The way a list is sorted depends on what order is of interest. For
example, numbers could be sorted in ascending or descending order,
character strings could be sorted lexically or by length, etc.. The
value of @code{@var{p}} is therefore needed in sorting applications to
specify the order. It contains the virtual code for a partial order
relational operator. This operator can be evaluated with any pair of
items selected from a list, and should have a value of true if the left
one should precede the right under the ordering. For example, if numbers
were to be sorted in ascending order, then @code{@var{p}} would compute
the ``less or equal'' relation, returning true if its operand were a
pair of numbers in which the left is less or equal to the right.

The virtual code semantics for sorting applications is given by these
two properties, wherein @code{@var{p}} is a non-@code{nil} tree, and
@code{insert} is a @code{silly} mnemonic to be defined next.
@cindex @code{insert}

@table @emph
@item P31
([[@code{sort}]] @code{@var{p}}) @code{nil} = @code{nil}
@item P32
([[@code{sort}]] @code{@var{p}}) @code{(@var{x},@var{y})} = ([[@code{insert}]] @code{@var{p}})
@code{(@var{x},}([[@code{sort}]] @code{@var{p}}) @code{@var{y})}
@end table

@noindent
These properties say that the empty list is already sorted, and
a non-empty list is sorted if its tail is sorted and the head is then
inserted in the proper place. This specification of sorting has nothing
to do with the sorting algorithm that @code{avram} really uses.

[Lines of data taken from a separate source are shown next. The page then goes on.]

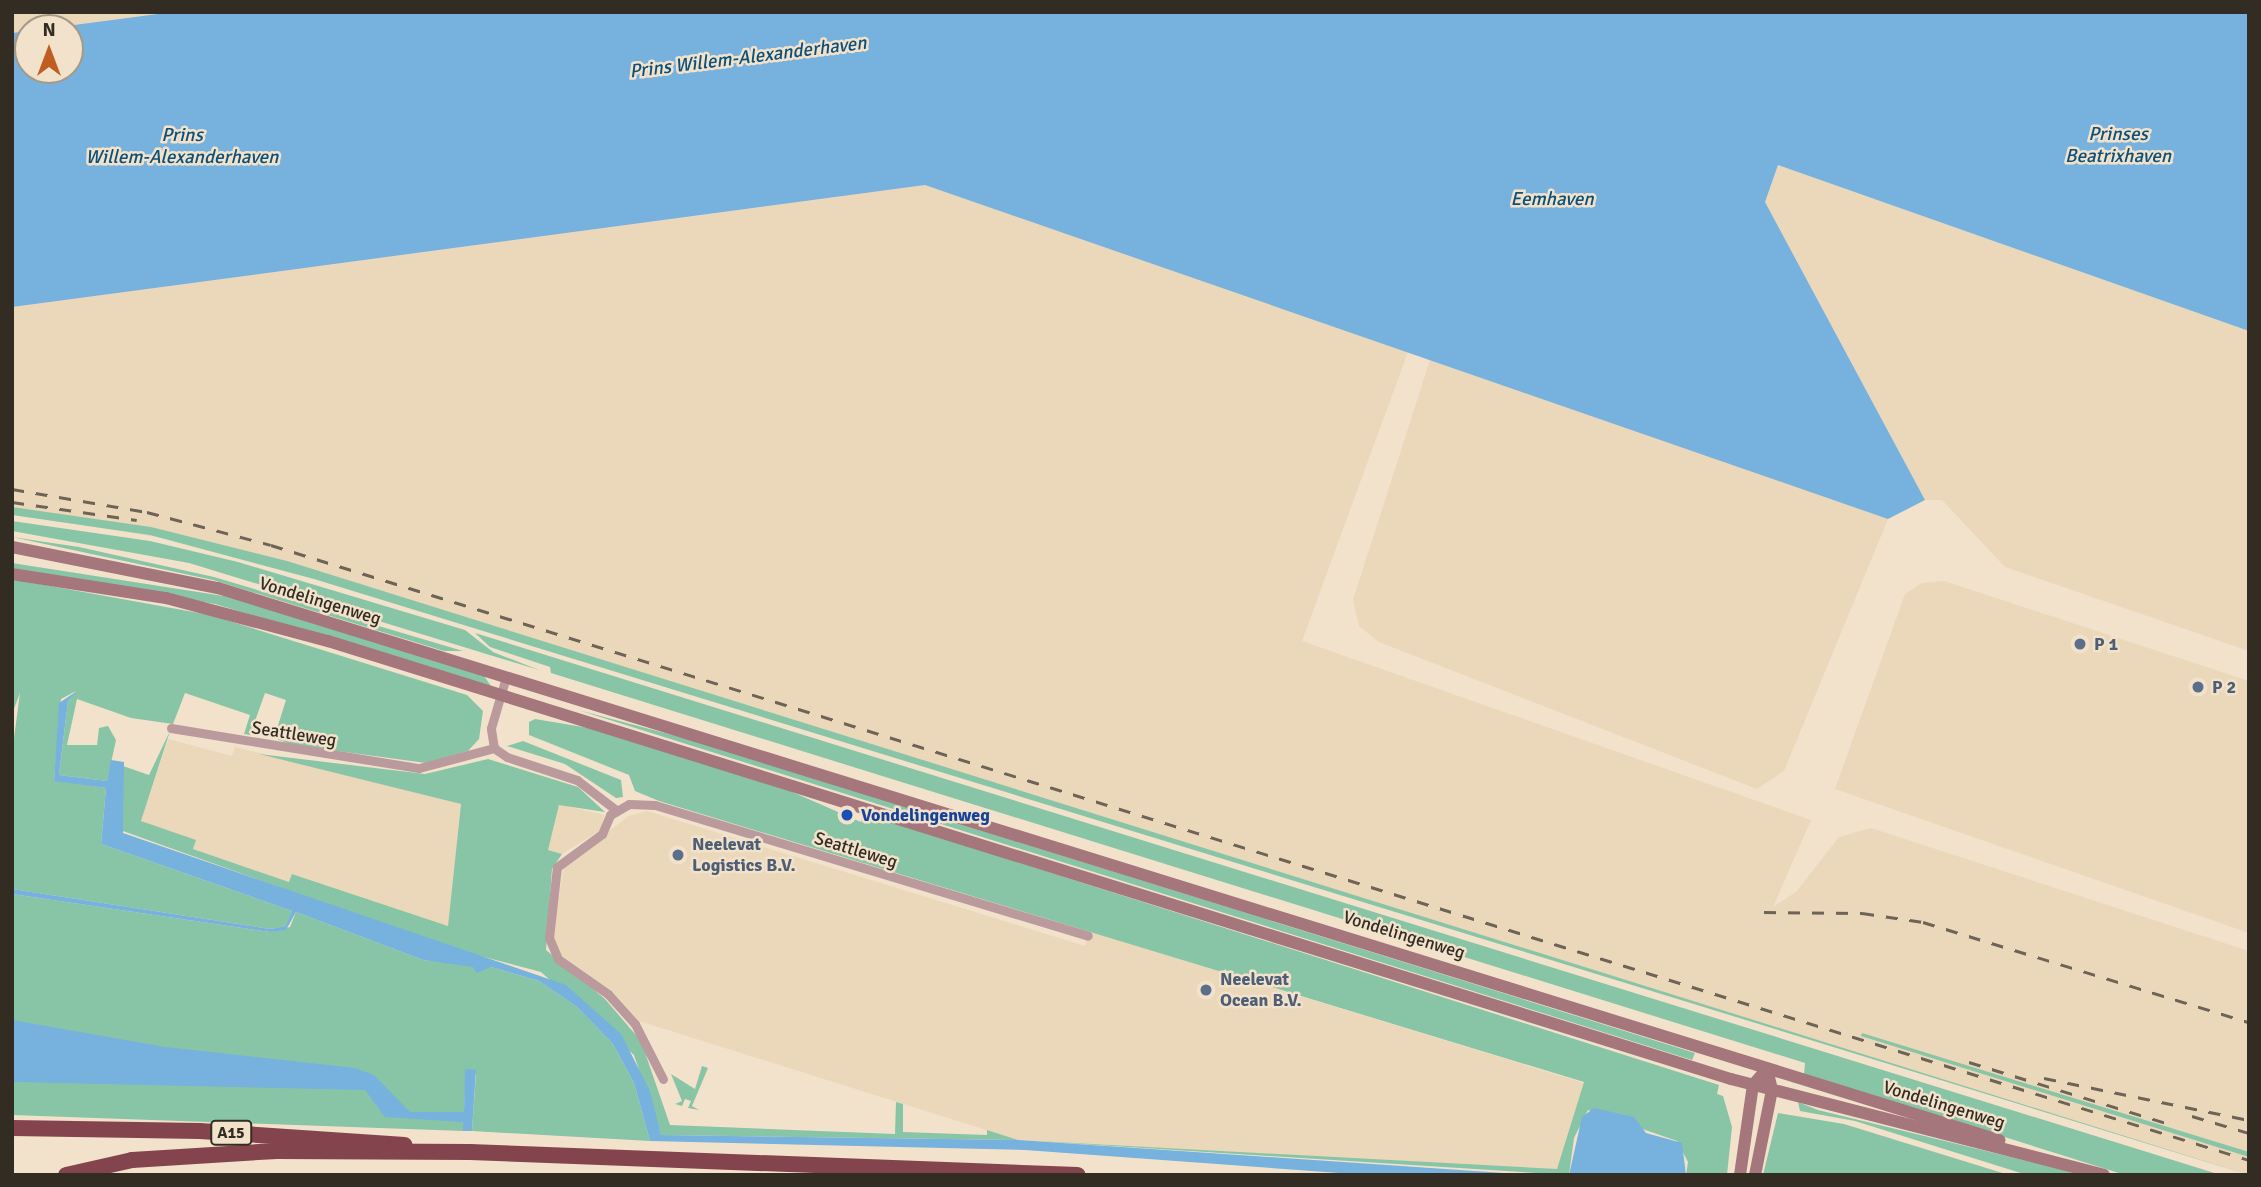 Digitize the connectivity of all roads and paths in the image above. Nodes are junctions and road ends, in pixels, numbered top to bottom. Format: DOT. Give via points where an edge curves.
graph roads {
  1 [pos="12,547"];
  2 [pos="12,574"];
  3 [pos="506,677"];
  4 [pos="501,695"];
  5 [pos="172,728"];
  6 [pos="494,748"];
  7 [pos="616,810"];
  8 [pos="1088,936"];
  9 [pos="1767,1069"];
  10 [pos="663,1079"];
  11 [pos="1753,1085"];
  12 [pos="1772,1090"];
  13 [pos="1794,1096"];
  14 [pos="1767,1115"];
  15 [pos="12,1128"];
  16 [pos="460,1152"];
  17 [pos="2099,1173"];
  18 [pos="66,1175"];
  19 [pos="1078,1175"];
  20 [pos="1740,1175"];
  21 [pos="1755,1175"];
  1 -- 3 [label="main road, Vondelingenweg" via="218,588"];
  2 -- 4 [label="main road, Vondelingenweg" via="245,617"];
  3 -- 4 [label="street"];
  3 -- 9 [label="main road, Vondelingenweg"];
  4 -- 6 [label="street" via="491,727"];
  4 -- 11 [label="main road, Vondelingenweg"];
  5 -- 6 [label="street, Seattleweg" via="419,768"];
  6 -- 7 [label="street" via="503,756 577,780"];
  7 -- 8 [label="street, Seattleweg" via="629,804 655,805"];
  7 -- 10 [label="street" via="602,834 557,867 549,939 558,959 608,995 635,1024"];
  9 -- 11 [label="main road"];
  9 -- 12 [label="main road"];
  9 -- 17 [label="main road, Vondelingenweg"];
  11 -- 12 [label="main road, Vondelingenweg"];
  11 -- 20 [label="main road"];
  12 -- 13 [label="main road, Vondelingenweg"];
  12 -- 14 [label="main road"];
  13 -- 14 [label="main road"];
  13 -- 17 [label="main road, Vondelingenweg"];
  14 -- 21 [label="main road"];
  15 -- 16 [label="highway, A15" via="379,1140"];
  16 -- 18 [label="highway, A15" via="276,1151 132,1160"];
  16 -- 19 [label="highway, A15"];
} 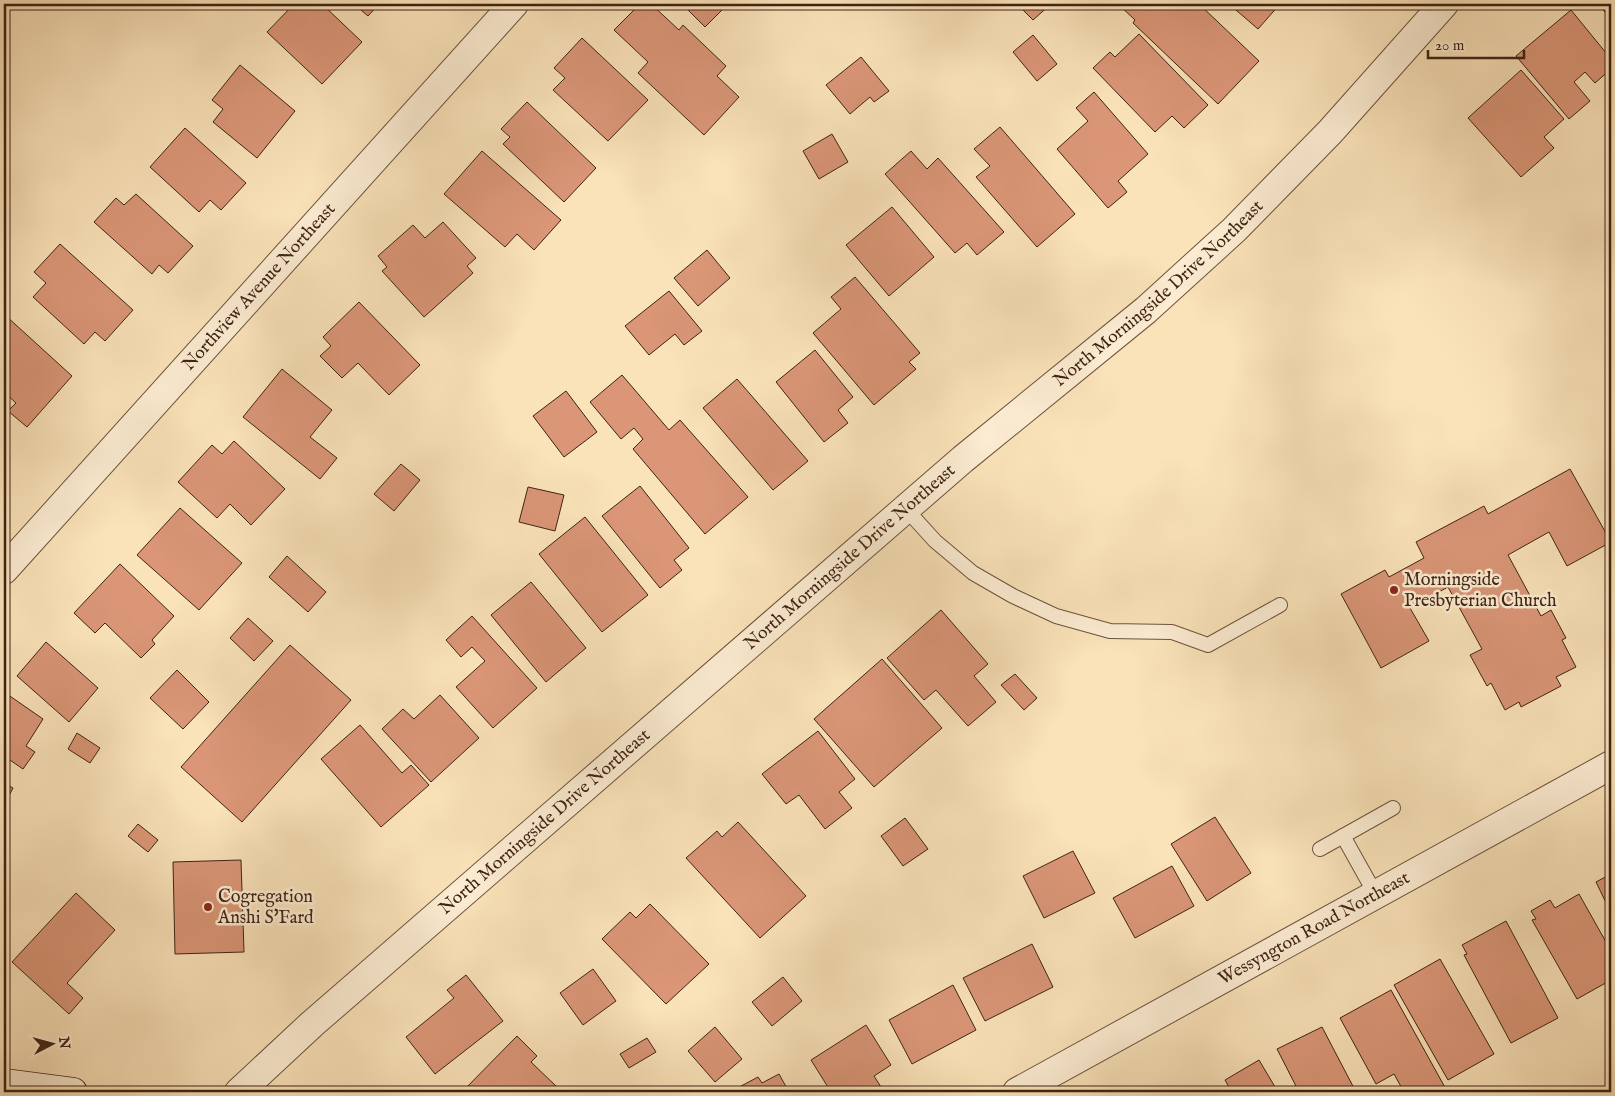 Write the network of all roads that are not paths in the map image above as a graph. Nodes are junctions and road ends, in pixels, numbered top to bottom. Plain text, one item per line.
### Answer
1 (514, 4) edge
2 (1444, 4) edge
3 (906, 509) junction
4 (4, 570) edge
5 (1280, 605) dead end
6 (1611, 765) edge
7 (1393, 808) dead end
8 (1344, 836) junction
9 (1320, 849) dead end
10 (1376, 895) junction
11 (4, 1083) edge
12 (74, 1092) edge
13 (239, 1092) edge
14 (1017, 1092) edge

1 - 4 street, Northview Avenue Northeast
2 - 3 street, North Morningside Drive Northeast
3 - 5 lane
3 - 13 street, North Morningside Drive Northeast
6 - 10 street, Wessyngton Road Northeast
7 - 8 lane
8 - 9 lane
8 - 10 lane
10 - 14 street, Wessyngton Road Northeast
11 - 12 street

The meaning of insertion is convenient to specify in virtual code
itself. It should satisfy these three equations.

@table @emph
@item E4
([[@code{insert}]] @code{@var{p}}) @code{(@var{x},nil)} = @code{(@var{x},nil)}
@item E5
([[@code{insert}]] @code{@var{p}}) @code{(@var{x},(@var{y},@var{z}))} =
@code{(@var{y},}([[@code{insert}]] @code{@var{p}}) @code{(@var{x},@var{z}))}
if @code{@var{p}(@var{x},@var{y})} = @code{nil}
@item E6
([[@code{insert}]] @code{@var{p}}) @code{(@var{x},(@var{y},@var{z})}) =
@code{(@var{x},(@var{y},@var{z}))} if @code{@var{p}(@var{x},@var{y})} is a non-@code{nil} tree
@end table

@noindent
Intuitively, the right argument, whether @code{nil} or
@code{(@var{y},@var{z})}, represents a list that is already sorted. The
left argument @code{@var{x}} therefore only needs to be compared to the
head element, @code{@var{y}} to ascertain whether or not it belongs at
the beginning. If not, it should be inserted into the tail.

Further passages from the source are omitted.